Ganz anders der Alfa-Romeo von 1914 mit einer aerodynamischen Karosserie von der Firma Castagna nach einem Entwurf von Graf Ricotti in konsequenter Tropfenform und mit Panoramafrontscheibe. Jedoch erwies er sich als langsamer als normale Alfa-Romeo Typen - bedingt durch seine Größe und Gewicht.

Das Automobil-Design begann im Grunde erst Mitte der Zwanziger. Die französische Marke Hispano Suiza war die Messlatte. Die Fahrzeuge strahlten Kraft, Charakter und hohe Qualität aus. Das war es wohl, was Harley Earl, späterer Design- Chef von General Motors, bei seinem Erkundungsbesuch auf dem Pariser Autosalon zu seinem Auftrag für einen Baby Cadillac, den La Salle, inspirierte. Er kopierte diesen fast original.

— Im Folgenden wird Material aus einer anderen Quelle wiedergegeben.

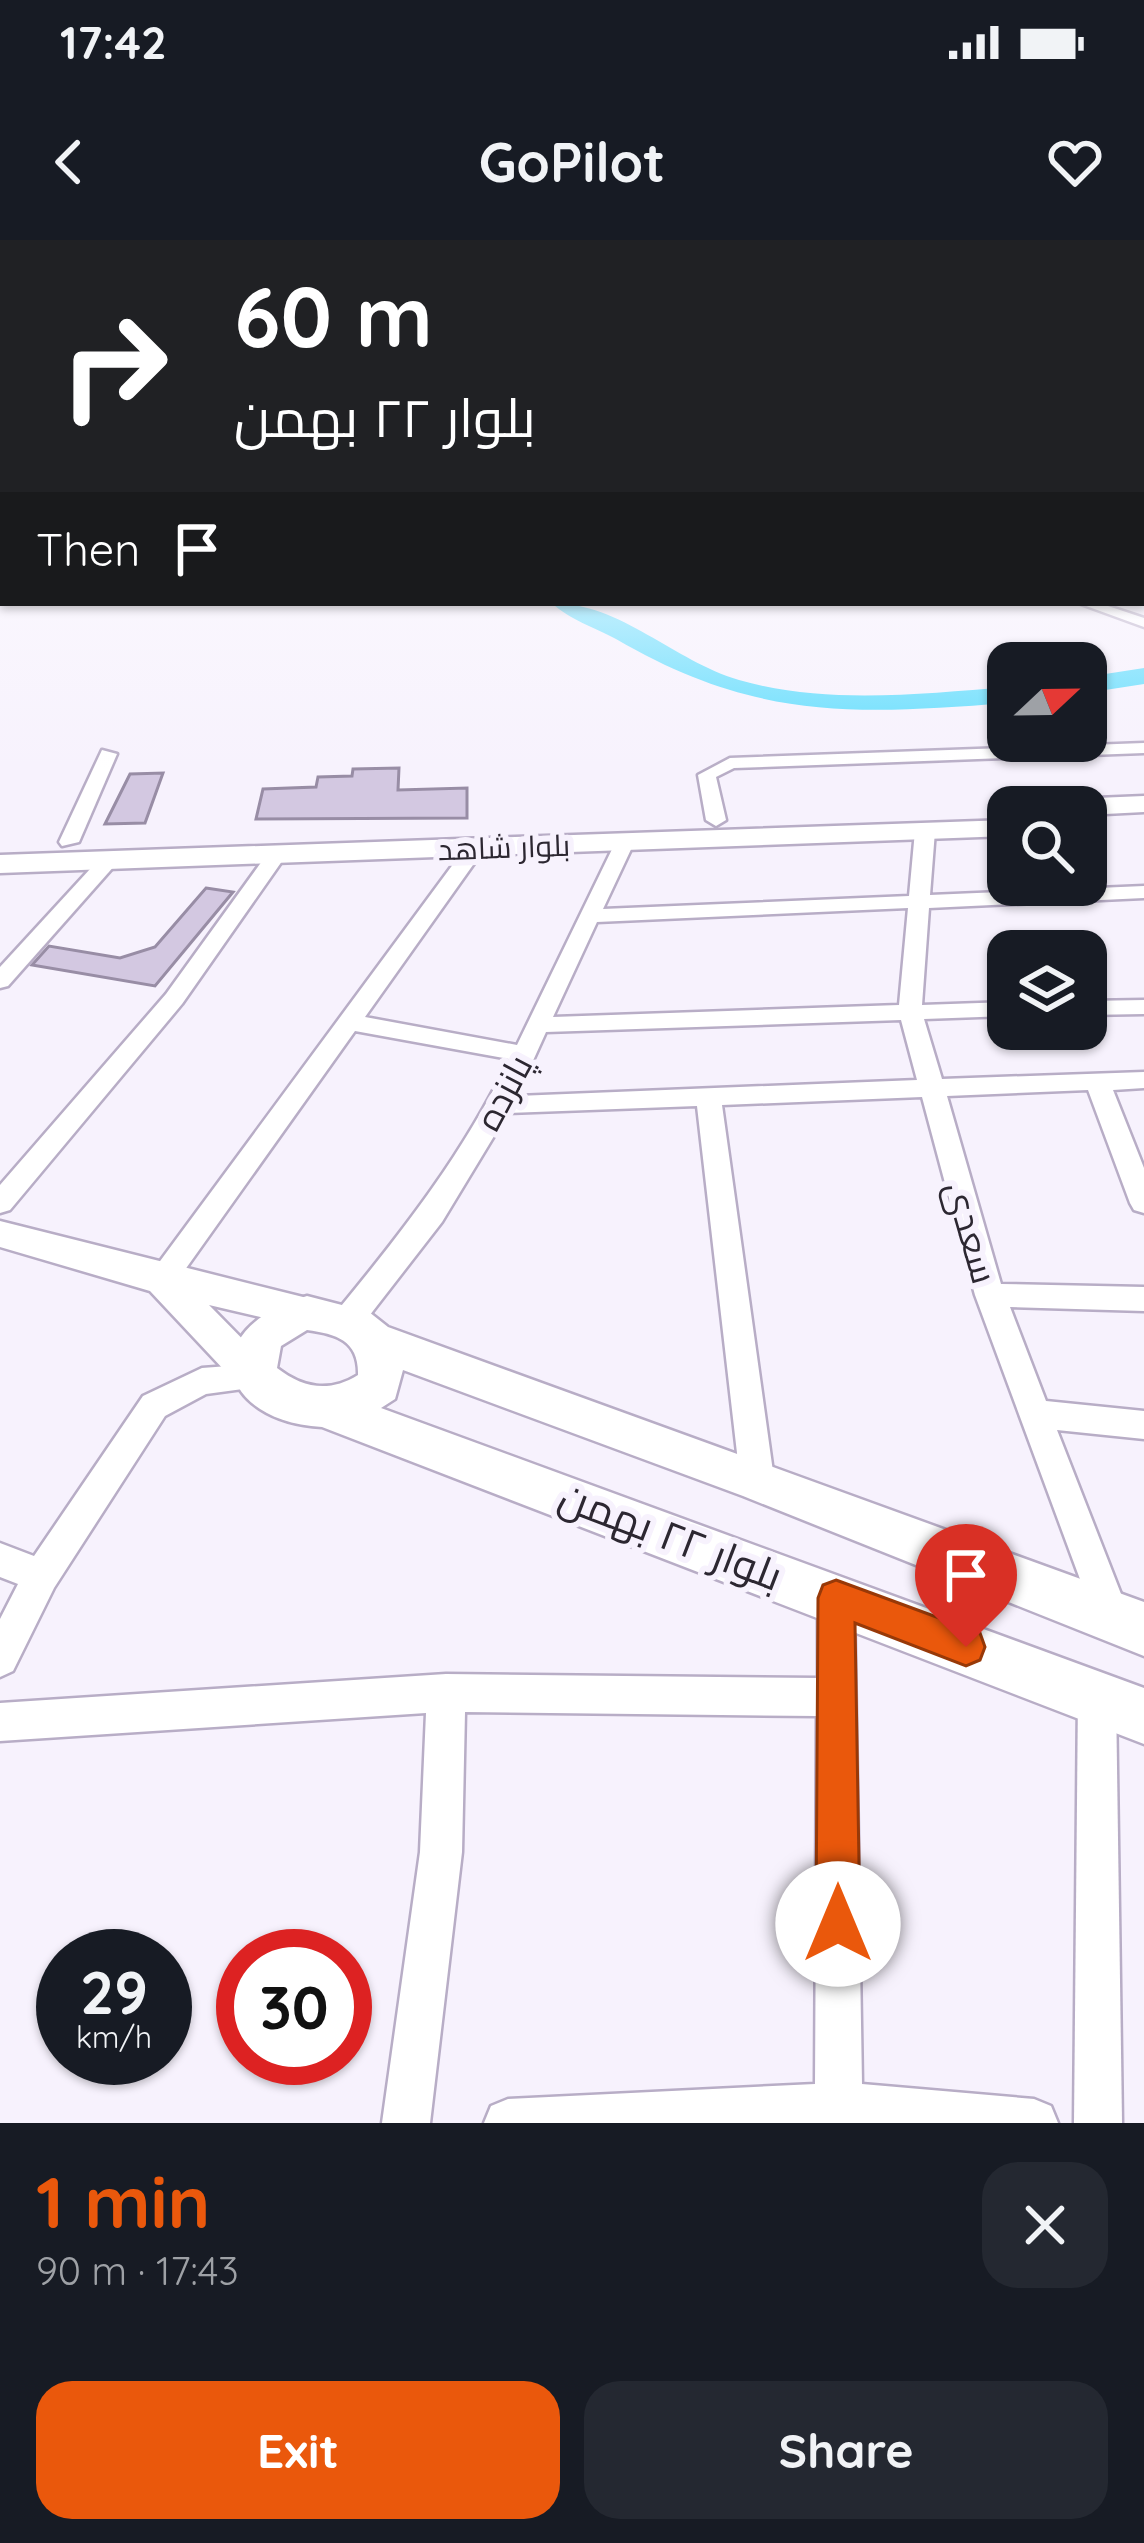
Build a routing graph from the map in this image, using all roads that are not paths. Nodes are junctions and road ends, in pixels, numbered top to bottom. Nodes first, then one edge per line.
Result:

Europäische Hersteller und ihre Karossier-Partner setzten auf nationale Identität, die Terminologien entsprachen der Modebranche: Frankreich übernahm die Rolle der Createurs, immer etwas gewagt erotisch; Deutschland eher den funktionalen, doch hoch modischen Sport- und Wander-Ausstatter; England das Maßgeschneiderte mit korrekt scharfen Bügelfalten; Italien den Schneider der himmlischen Bleche; die USA das "pres a porter", und Russland bot amerikanisches "second hand" in Form des Packard mit spiegelverkehrtem Label: Aus PACKARD wurde DRAKCAP. Die Klientel: Industrielle, Künstler, Schriftsteller und Berühmtheiten aus der Filmbranche.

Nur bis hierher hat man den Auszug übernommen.